誰也想不到,北魏大將安頡奉魏主拓跋燾之命,率五千騎兵帶足半月糧需,兵鋒直指南朝後防金墉重鎮,這種顧頭不顧尾的打法,深入朝廷駐軍縱深,一旦金墉有失,朝廷西路近三萬大軍就陷入腹背受敵險地,在心理上給南朝大軍造成極大震懾。

兵臨城下,魏軍距金墉不足一百餘裏,金墉城守將建武將軍杜驥這才發覺,一邊飛馬報知遠在五百裏餘外的中軍大營,一麵迅速將城內百姓放出,散入各村落。
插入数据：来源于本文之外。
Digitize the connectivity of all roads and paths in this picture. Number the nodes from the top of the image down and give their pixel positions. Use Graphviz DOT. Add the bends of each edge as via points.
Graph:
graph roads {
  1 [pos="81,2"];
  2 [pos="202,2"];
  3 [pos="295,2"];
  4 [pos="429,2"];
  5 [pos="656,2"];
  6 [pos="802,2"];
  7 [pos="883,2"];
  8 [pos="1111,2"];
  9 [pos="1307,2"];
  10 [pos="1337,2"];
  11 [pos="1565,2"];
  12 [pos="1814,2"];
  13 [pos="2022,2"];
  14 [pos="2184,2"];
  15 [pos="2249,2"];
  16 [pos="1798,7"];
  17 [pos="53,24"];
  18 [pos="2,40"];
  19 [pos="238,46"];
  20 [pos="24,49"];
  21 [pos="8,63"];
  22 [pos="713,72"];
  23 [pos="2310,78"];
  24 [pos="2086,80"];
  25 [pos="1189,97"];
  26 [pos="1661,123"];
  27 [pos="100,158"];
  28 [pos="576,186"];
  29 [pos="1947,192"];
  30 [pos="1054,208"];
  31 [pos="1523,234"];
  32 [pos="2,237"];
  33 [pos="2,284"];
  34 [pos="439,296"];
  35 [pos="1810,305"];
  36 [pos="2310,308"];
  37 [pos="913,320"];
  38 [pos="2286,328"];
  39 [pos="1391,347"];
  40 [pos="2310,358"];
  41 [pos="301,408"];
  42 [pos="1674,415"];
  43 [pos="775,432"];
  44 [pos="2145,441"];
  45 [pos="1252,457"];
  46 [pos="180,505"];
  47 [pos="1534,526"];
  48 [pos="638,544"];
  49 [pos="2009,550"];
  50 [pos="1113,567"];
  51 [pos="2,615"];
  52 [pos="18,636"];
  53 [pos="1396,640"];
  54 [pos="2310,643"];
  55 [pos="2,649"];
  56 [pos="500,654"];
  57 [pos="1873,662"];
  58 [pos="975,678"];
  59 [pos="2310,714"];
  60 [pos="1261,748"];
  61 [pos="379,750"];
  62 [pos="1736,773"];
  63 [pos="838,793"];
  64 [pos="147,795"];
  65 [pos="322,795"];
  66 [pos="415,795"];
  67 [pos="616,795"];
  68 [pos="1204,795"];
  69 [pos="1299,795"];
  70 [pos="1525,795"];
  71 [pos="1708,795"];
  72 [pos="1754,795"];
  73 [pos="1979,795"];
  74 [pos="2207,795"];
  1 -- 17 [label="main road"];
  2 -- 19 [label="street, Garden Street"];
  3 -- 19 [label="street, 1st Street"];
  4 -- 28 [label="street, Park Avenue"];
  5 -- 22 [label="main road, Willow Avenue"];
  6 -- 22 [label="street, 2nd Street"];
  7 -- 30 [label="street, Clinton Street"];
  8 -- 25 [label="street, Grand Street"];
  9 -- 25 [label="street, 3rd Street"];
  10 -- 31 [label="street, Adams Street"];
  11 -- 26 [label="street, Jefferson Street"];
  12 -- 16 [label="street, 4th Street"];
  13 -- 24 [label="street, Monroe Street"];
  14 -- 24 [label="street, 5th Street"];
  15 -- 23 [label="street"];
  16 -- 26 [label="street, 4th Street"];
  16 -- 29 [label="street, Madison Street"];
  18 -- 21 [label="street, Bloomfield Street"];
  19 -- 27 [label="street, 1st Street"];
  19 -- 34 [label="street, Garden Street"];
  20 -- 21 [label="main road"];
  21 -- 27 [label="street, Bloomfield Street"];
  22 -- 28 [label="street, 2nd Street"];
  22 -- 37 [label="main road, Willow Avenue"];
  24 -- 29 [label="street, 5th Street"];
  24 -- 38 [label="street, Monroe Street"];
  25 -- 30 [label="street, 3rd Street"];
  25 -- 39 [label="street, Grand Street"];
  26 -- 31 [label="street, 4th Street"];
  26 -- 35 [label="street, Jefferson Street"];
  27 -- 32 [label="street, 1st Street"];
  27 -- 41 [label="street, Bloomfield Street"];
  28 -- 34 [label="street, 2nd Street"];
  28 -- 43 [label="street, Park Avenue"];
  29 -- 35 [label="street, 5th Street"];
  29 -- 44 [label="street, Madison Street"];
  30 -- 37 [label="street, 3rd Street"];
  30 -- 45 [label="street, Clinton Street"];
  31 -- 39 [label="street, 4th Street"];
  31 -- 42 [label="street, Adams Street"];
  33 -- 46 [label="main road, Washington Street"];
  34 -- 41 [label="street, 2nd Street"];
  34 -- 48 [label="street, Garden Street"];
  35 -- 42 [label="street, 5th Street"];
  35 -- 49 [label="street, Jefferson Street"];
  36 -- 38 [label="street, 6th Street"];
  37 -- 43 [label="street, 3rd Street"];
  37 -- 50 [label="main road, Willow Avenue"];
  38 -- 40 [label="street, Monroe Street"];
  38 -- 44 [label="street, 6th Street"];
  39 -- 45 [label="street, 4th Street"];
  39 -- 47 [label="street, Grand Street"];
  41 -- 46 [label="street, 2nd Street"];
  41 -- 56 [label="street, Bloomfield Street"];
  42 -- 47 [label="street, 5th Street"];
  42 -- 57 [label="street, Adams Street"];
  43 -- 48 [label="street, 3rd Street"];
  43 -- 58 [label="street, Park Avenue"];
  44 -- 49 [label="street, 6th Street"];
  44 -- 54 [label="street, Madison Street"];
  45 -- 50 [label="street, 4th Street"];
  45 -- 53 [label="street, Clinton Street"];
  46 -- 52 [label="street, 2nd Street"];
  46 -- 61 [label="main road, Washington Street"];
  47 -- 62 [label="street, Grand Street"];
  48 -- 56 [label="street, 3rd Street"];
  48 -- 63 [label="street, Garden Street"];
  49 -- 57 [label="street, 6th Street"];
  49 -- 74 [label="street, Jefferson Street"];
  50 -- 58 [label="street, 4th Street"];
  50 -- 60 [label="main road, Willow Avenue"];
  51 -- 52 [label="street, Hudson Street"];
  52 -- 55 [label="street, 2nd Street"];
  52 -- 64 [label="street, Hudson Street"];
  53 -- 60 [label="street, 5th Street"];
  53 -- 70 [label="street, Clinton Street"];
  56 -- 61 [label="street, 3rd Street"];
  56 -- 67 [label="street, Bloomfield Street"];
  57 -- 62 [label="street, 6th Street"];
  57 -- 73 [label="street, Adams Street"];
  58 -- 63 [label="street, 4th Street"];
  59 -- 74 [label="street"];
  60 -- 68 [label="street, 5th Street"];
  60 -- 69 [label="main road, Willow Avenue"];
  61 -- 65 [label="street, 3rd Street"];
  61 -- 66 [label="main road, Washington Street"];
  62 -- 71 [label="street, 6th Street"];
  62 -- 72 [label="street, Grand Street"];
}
此時,金墉城除凍傷凍病非戰鬥減員,可上陣不足二千五百餘人!

金墉城城池長期未加修治,城內餘糧不足半月之需。杜驥探知來犯之魏軍竟有五千之眾,驚慌失措。料知不是對手,有心放棄卻又畏懼軍法,一時急得不知如何是好。

堂外軍士端著滿盛熱菜的湯盤還未上台階,杜驥就怒不可遏道:“滾,給我滾!”嚇得軍士險些將手中的家什掉落在地。

“杜將軍何故要發如此大火,哪裏不順氣了?”堂下,進來一位四十餘歲,臉型微胖、身著長衣棉服的漢子。不待相讓,漢子坐進椅中。漢子姓單,名月宏,壽陽人氏,三年前杜驥任職地方民政時,因見單月宏有些才思謀略,便收之府中,兩人之間關係熟稔。

單月宏道:“杜將軍在憂慮金墉城防?”杜驥道:“唉,全城不足三千人,如何抵魏朝大軍。打不過也得打,大不了全軍覆沒對朝廷對到帥也算交待。”單月宏道:“杜大人,眼前放著一千五百人的援軍為何不用?”

杜驥奇道:“援軍,哪裏來的援軍?”單月宏指了指堂外道:“姚聳夫啊,他不就在洛水嗎?洛水距此不過二十裏,也就不過一頓飯功夫。”單月宏狡黠地對杜驥笑笑。

杜驥恍然而悟,眼前驀地一亮心道:有救了!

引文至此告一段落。